Each line below that includes "edges" counts once; report the total and nothing more.

MATERIAL SUPPLIED -
━━━━━━

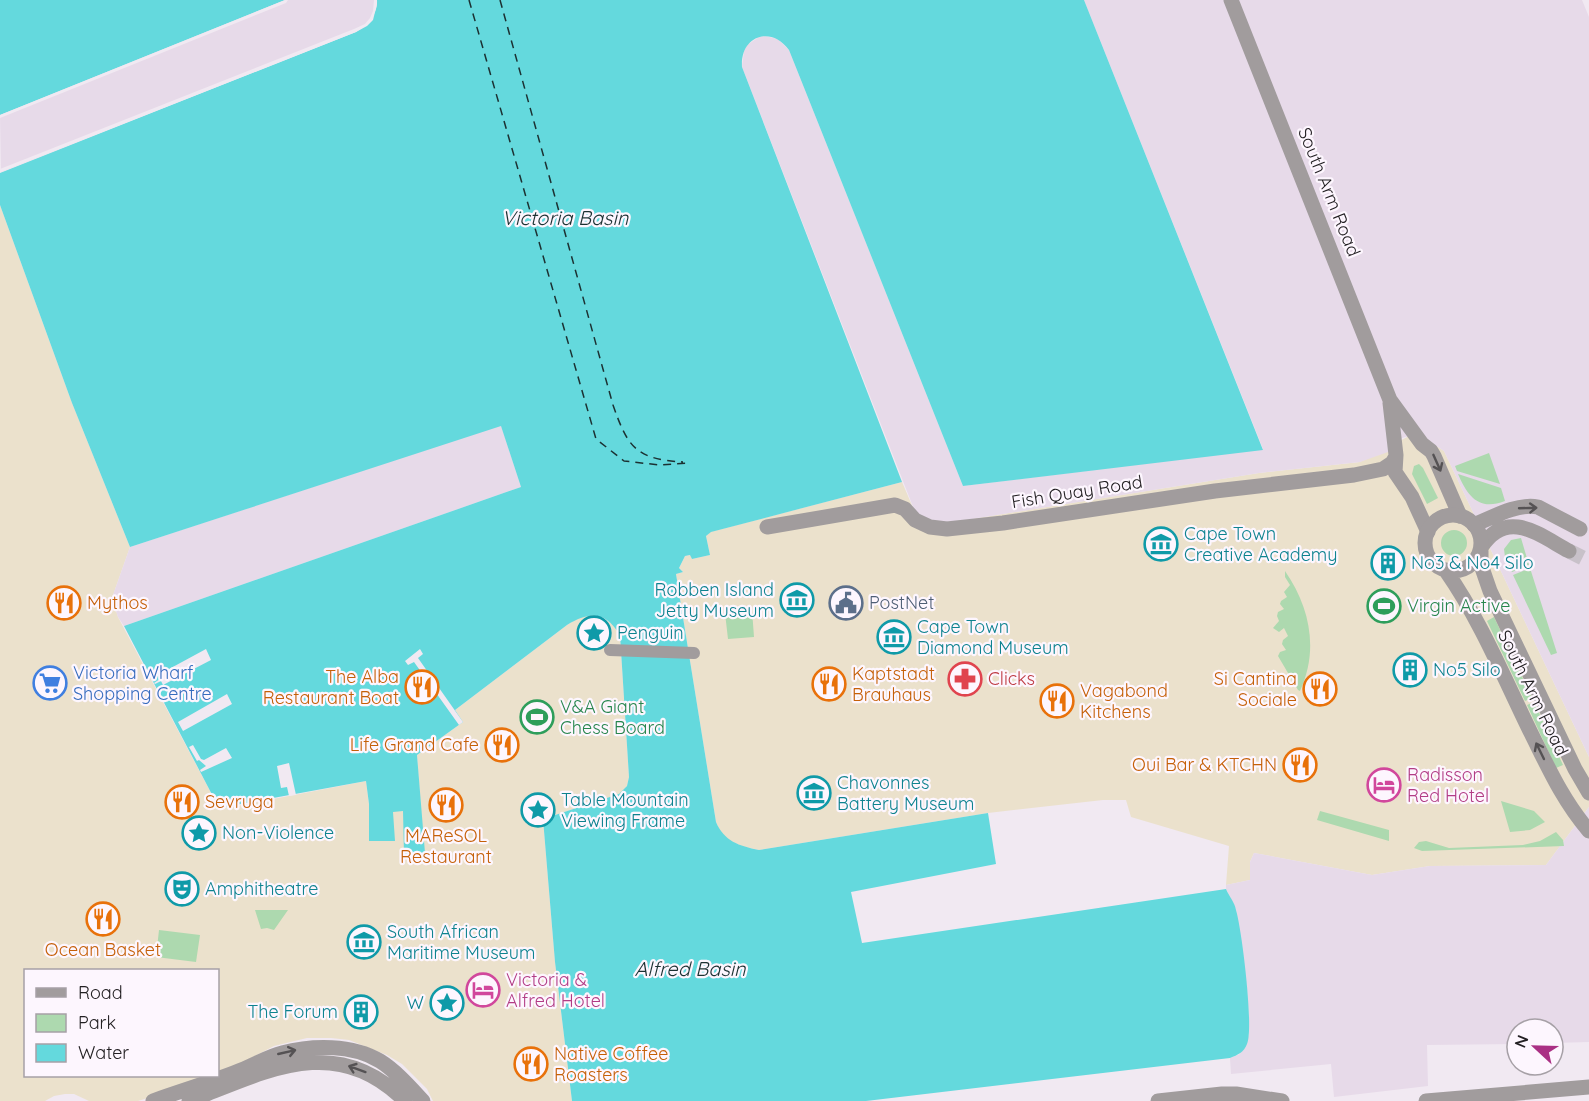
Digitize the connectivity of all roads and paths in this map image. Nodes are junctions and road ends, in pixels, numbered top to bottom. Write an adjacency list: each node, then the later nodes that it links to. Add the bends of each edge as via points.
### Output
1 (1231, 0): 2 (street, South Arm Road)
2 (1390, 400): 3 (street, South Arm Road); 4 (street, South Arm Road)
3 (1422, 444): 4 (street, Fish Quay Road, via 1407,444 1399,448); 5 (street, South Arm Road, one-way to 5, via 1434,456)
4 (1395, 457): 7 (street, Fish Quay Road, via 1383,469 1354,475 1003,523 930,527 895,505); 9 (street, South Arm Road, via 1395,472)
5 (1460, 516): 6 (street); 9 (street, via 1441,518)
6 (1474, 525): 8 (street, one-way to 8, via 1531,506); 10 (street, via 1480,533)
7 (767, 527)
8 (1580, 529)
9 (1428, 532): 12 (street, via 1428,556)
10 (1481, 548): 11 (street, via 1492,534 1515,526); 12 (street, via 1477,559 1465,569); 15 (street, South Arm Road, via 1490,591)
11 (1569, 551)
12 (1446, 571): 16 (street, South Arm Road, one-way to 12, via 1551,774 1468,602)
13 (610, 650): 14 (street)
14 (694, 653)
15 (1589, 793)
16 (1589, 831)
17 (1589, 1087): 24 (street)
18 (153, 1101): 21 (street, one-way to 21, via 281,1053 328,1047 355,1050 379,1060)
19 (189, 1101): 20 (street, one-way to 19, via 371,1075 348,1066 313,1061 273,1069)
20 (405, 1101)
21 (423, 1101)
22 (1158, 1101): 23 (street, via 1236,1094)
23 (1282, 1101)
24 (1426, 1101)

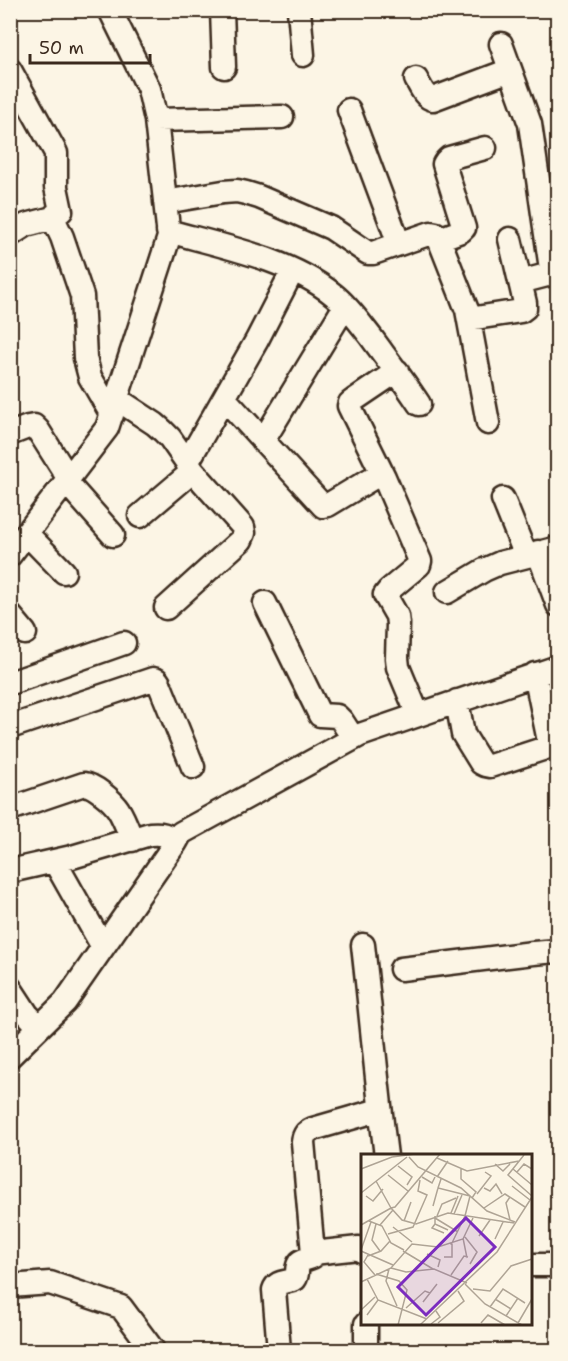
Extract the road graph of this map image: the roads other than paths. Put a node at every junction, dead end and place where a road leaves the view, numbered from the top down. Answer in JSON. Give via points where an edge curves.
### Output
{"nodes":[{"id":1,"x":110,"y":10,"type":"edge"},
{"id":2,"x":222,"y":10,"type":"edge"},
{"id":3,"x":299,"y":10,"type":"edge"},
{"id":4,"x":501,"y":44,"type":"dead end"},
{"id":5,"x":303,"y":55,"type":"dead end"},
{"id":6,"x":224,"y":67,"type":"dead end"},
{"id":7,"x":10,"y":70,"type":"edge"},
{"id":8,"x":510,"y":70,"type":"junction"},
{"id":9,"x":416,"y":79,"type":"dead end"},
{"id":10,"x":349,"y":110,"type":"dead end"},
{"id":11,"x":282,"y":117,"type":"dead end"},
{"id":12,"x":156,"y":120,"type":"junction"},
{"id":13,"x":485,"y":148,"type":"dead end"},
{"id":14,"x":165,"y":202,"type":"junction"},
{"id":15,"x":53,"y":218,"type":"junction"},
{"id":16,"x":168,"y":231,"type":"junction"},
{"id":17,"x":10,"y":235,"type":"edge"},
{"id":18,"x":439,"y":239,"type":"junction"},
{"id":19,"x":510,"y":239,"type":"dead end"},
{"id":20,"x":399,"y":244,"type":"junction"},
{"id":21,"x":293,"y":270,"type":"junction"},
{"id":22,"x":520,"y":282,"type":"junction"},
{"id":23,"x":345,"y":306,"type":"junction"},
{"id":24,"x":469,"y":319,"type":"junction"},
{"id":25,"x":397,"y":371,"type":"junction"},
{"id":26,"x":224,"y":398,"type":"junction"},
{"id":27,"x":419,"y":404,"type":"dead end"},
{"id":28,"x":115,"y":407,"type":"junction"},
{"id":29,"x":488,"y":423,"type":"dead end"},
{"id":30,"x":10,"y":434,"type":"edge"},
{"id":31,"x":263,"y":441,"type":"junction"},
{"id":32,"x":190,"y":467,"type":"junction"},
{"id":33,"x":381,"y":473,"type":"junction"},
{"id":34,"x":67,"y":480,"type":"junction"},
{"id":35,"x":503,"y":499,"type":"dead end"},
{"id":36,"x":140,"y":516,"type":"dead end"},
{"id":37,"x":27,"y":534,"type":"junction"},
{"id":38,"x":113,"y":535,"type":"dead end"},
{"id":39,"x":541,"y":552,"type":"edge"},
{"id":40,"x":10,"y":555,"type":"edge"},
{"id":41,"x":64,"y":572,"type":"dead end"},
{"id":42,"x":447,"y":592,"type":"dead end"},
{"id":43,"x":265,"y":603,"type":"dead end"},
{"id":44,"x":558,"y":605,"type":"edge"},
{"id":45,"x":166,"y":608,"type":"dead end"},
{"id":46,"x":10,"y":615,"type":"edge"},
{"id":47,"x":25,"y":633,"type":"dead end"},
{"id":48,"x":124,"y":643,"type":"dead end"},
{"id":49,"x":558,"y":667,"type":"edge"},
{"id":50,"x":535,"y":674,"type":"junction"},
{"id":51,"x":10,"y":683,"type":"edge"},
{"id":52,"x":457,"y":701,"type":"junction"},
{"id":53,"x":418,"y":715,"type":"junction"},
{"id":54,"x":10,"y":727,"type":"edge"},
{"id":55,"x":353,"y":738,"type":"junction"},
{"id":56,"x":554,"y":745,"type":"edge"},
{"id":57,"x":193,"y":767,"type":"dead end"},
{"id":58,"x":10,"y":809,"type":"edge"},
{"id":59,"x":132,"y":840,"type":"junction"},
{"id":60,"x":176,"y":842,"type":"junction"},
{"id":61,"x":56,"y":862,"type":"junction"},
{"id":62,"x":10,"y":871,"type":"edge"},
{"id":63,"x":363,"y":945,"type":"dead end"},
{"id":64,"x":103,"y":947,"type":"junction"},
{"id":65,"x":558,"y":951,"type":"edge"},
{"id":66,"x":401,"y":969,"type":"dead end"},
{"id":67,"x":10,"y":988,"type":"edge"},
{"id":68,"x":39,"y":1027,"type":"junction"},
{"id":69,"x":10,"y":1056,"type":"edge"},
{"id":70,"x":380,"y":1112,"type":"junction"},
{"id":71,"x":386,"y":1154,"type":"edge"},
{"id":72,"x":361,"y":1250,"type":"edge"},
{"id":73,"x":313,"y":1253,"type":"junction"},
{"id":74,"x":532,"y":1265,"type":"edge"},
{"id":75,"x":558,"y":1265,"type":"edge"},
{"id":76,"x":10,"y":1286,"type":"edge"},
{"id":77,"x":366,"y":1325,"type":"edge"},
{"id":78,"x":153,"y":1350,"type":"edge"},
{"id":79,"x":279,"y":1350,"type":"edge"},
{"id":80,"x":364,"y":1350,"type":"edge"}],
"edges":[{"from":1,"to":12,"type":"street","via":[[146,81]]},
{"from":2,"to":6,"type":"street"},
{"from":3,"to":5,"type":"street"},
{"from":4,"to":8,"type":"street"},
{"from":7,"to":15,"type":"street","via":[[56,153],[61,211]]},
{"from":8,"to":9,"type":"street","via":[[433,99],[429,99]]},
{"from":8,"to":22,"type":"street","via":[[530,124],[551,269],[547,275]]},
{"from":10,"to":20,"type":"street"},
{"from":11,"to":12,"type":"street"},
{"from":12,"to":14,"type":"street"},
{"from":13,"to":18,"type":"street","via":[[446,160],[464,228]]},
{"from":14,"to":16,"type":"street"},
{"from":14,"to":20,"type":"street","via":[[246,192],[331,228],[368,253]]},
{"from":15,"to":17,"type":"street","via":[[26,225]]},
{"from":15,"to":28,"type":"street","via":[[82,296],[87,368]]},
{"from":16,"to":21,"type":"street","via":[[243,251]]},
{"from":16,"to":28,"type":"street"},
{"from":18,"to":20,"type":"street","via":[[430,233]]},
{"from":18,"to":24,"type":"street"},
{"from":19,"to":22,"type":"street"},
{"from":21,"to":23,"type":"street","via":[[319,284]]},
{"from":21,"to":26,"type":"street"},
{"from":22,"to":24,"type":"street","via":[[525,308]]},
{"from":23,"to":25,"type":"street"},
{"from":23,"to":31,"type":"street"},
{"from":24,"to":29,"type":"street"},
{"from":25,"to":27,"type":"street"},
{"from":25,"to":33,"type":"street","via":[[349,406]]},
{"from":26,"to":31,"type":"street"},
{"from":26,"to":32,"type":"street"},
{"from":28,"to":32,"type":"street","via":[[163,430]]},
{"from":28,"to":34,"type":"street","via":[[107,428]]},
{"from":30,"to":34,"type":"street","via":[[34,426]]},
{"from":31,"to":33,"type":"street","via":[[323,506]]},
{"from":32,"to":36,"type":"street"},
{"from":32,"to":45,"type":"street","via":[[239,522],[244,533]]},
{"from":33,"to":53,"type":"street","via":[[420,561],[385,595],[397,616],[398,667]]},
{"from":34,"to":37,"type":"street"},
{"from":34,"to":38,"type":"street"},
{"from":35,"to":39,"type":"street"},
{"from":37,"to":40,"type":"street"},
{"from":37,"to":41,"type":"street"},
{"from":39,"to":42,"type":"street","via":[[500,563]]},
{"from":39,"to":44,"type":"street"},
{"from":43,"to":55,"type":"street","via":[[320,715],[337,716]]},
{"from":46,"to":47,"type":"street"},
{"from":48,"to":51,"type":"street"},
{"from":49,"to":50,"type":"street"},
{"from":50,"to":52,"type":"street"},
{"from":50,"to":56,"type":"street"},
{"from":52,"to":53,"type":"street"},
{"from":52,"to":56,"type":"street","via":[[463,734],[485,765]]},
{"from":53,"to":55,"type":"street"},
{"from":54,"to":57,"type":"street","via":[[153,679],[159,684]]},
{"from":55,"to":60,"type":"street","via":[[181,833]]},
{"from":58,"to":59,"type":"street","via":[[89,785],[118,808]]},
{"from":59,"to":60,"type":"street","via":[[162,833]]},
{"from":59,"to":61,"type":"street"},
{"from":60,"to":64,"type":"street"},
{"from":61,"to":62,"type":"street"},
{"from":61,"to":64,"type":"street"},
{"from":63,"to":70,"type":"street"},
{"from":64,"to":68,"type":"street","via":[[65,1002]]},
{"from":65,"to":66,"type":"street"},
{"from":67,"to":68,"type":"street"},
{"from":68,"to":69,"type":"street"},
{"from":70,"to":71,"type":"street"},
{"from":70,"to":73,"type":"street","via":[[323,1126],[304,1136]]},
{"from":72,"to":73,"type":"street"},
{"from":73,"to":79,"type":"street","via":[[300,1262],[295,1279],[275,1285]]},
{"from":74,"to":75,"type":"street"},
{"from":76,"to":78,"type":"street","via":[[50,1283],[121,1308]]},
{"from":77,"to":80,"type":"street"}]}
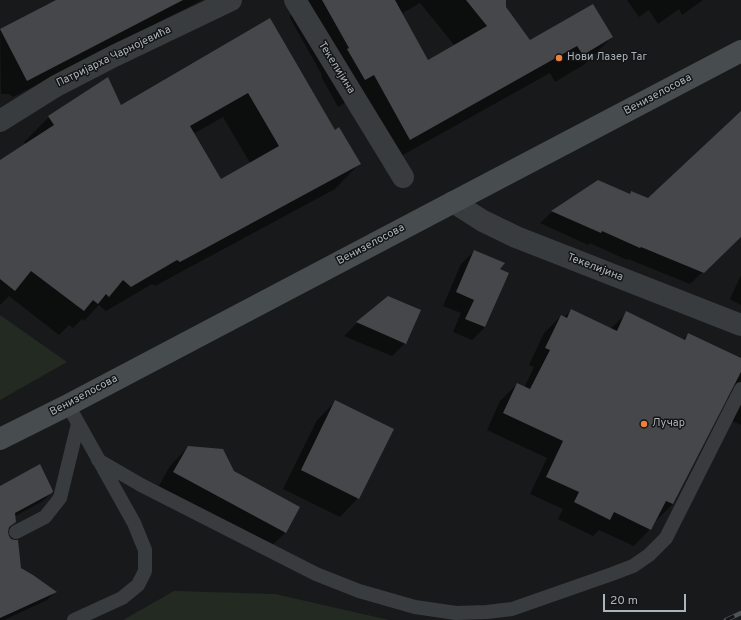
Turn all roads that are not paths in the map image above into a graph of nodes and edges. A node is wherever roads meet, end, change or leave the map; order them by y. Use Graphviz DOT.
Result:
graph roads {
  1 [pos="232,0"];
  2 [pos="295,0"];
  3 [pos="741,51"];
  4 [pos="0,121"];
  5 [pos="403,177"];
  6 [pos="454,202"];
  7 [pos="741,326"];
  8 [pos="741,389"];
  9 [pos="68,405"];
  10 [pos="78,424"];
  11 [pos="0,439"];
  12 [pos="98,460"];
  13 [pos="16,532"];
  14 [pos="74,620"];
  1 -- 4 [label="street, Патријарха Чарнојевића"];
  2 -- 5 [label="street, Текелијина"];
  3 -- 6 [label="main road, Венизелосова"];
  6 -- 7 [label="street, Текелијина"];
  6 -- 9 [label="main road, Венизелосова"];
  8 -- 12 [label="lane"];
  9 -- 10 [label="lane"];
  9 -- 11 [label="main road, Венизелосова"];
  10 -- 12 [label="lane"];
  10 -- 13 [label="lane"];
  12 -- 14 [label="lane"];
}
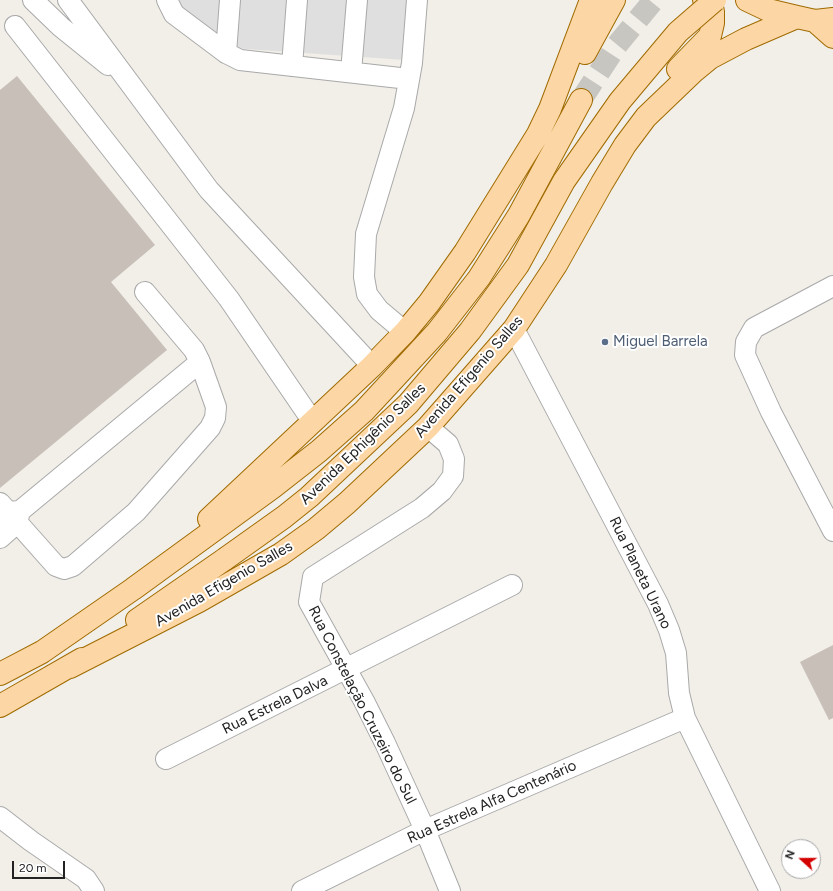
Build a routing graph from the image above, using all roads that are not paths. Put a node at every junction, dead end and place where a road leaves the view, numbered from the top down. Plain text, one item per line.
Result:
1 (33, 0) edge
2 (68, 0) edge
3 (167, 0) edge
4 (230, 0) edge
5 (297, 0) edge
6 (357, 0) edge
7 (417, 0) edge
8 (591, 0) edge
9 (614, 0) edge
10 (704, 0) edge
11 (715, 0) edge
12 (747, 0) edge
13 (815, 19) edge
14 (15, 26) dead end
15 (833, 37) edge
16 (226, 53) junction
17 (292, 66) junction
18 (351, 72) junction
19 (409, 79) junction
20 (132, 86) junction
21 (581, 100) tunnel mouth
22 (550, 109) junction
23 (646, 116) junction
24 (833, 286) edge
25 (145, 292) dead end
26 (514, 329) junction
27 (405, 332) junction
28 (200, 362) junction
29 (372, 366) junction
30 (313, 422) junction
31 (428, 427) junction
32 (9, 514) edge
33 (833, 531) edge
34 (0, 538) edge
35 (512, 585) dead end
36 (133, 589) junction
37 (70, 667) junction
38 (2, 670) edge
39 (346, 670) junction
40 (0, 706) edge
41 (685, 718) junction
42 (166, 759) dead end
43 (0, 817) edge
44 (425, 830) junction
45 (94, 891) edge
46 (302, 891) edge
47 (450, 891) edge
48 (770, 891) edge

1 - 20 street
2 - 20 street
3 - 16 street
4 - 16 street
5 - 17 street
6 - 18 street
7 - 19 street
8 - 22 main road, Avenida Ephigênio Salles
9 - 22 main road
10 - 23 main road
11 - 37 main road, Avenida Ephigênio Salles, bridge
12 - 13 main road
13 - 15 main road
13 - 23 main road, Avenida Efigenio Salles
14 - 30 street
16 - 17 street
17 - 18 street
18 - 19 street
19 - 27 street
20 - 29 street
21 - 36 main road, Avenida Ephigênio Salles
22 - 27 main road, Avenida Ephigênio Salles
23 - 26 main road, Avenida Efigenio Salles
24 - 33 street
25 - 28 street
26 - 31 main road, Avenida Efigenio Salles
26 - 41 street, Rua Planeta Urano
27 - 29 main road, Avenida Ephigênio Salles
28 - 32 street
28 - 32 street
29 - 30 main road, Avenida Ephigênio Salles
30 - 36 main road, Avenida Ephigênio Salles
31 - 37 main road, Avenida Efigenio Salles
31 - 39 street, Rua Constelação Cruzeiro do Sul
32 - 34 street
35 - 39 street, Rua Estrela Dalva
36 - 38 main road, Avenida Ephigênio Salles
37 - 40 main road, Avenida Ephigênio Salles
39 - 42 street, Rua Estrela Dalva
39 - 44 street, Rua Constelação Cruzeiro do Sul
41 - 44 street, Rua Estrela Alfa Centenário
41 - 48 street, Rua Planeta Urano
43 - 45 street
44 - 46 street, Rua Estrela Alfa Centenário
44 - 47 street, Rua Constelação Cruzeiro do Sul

━━━━━━

RESULT FOR THIS TASK -
2